Lynette Nyman, Minneapolis Institute of Arts, (612) 870-3173; firstname.lastname@example.org
Tammy Pleshek, Minneapolis Institute of Arts, (612) 870-3171; email@example.com
Anne-Marie Wagener, Minneapolis Institute of Arts, (612) 870-3280; firstname.lastname@example.org
Minneapolis Institute of Arts Raises $103.2 Million for Expansion, Renovation, and Art Endowment
Successful campaign is one of largest private fundraising efforts
in Twin Cities
Minneapolis, January 17, 2007—At a pivotal moment in the history of the Minneapolis Institute of Arts (MIA), and thanks to the generosity of 2,170 individuals, corporations, and foundations, the museum has surpassed its $100 million capital campaign goal by raising a total of $103.2 million. The successful completion of the campaign enables the MIA to strengthen its position as a critical cultural resource in Minnesota and as one of the most important encyclopedic art museums in the nation. The MIA’s new Target Wing, designed by American Institute of Architects Gold Medal-winning designer Michael Graves & Associates, significantly enhances the museum’s ability to present modern and contemporary paintings and sculpture, prints and drawings, photography, and design. Completed in June 2006, the new wing and renovation of existing buildings added thirty-four new galleries and nearly forty percent more exhibition space, allowing each curatorial department to display more art. The MIA’s art acquisition endowment greatly increases as a result of this successful campaign.

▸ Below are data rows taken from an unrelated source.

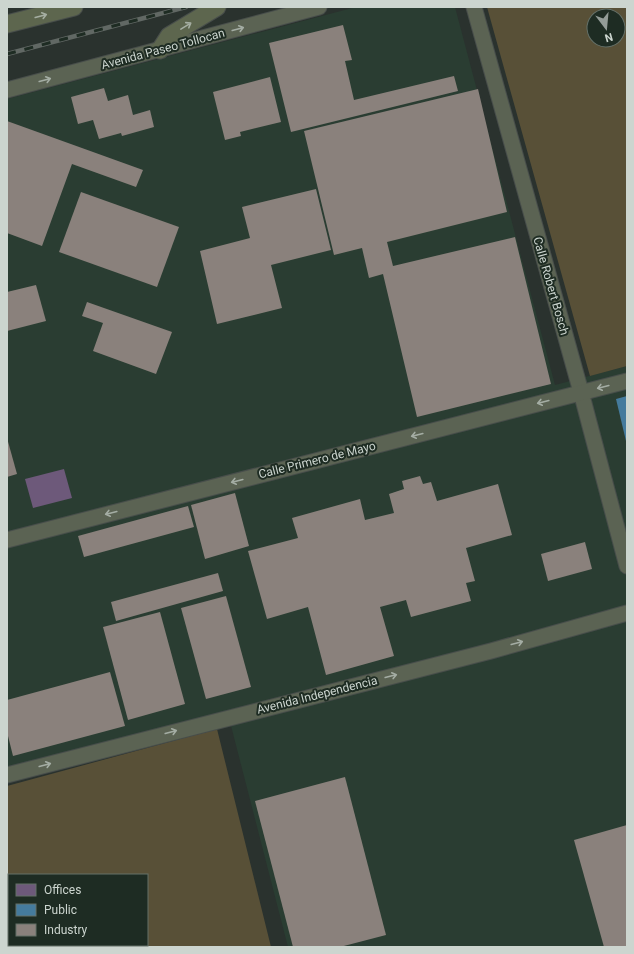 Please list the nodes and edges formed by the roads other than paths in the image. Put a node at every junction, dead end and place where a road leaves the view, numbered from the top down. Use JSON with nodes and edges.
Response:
{"nodes":[{"id":1,"x":74,"y":7,"type":"edge"},
{"id":2,"x":217,"y":7,"type":"edge"},
{"id":3,"x":319,"y":7,"type":"edge"},
{"id":4,"x":474,"y":7,"type":"edge"},
{"id":5,"x":7,"y":24,"type":"edge"},
{"id":6,"x":160,"y":50,"type":"junction"},
{"id":7,"x":7,"y":90,"type":"edge"},
{"id":8,"x":627,"y":381,"type":"edge"},
{"id":9,"x":581,"y":392,"type":"junction"},
{"id":10,"x":7,"y":540,"type":"edge"},
{"id":11,"x":627,"y":566,"type":"edge"},
{"id":12,"x":627,"y":613,"type":"edge"},
{"id":13,"x":7,"y":775,"type":"edge"}],
"edges":[{"from":5,"to":1,"type":"highway","one_way":true},
{"from":6,"to":2,"type":"highway","one_way":true},
{"from":6,"to":3,"type":"main road","name":"Avenida Paseo Tollocan","one_way":true},
{"from":4,"to":9,"type":"main road","name":"Calle Robert Bosch"},
{"from":7,"to":6,"type":"main road","name":"Avenida Paseo Tollocan","one_way":true},
{"from":8,"to":9,"type":"main road","name":"Calle Primero de Mayo","one_way":true},
{"from":9,"to":10,"type":"main road","name":"Calle Primero de Mayo","one_way":true},
{"from":9,"to":11,"type":"main road","name":"Calle Robert Bosch"},
{"from":13,"to":12,"type":"main road","name":"Avenida Independencia","one_way":true}]}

“The Bring Art to Life campaign is the largest in the MIA’s history,” said Alfred Harrison, chair of the Board of Trustees of the MIA. “This campaign was unique among museums nation-wide as it raised funds for both building and art purchase endowment. Originally envisaged by former director, Evan Maurer, the campaign has been successfully completed under new director, Bill Griswold.”
The lead gift to the Bring Art to Life campaign was a contribution from Target Corporation in excess of $10 million. Eight community leaders each made gifts of $2 million or more. Lead foundation support included a $2 million challenge grant from The Kresge Foundation, a Michigan-based private foundation that funds capital campaigns nationally and internationally. Additional corporate and foundation support included gifts of $1 million or more from the James Ford Bell Foundation, the Best Buy Children’s Foundation, the General Mills Foundation, The McKnight Foundation, the Carl and Eloise Pohlad Family Foundation, the Star Tribune Foundation, and the U.S. Bancorp Foundation.
“The commitment and hard work of our trustees has brought amazing results exceeding our goals and ensuring our capacity to build and display one of the finest encyclopedic art collections in the country,” said William Griswold, Director and President of the MIA. “The completion of the campaign positions us for a spectacular future, making us a resource locally as well as nationally for all to enjoy.”
Thirty-five gifts of $1 million or more were given to the Bring Art to Life campaign. Seventy-eight permanent art endowments were created and forty-one galleries and museum spaces named. Giving from museum trustees totaled more than $47.5 million. Seventy-seven percent of the campaign contributions came from individuals. The campaign was conceived and completed with no government funding.
The Bring Art to Life campaign was led by Ford Bell, Beverly Grossman, and Bob Ulrich—all former board chairs of the MIA. Campaign committee chairs included Siri Marshall, Sam McCullough, and Burt Cohen.
“We are grateful for the dedicated support of our community and the individuals who have given so generously over the years to our campaign,” said Beverly Grossman, MIA trustee and campaign co-chair. “The generosity and commitment of the MIA volunteers and members who brought this campaign to a successful completion are outstanding.”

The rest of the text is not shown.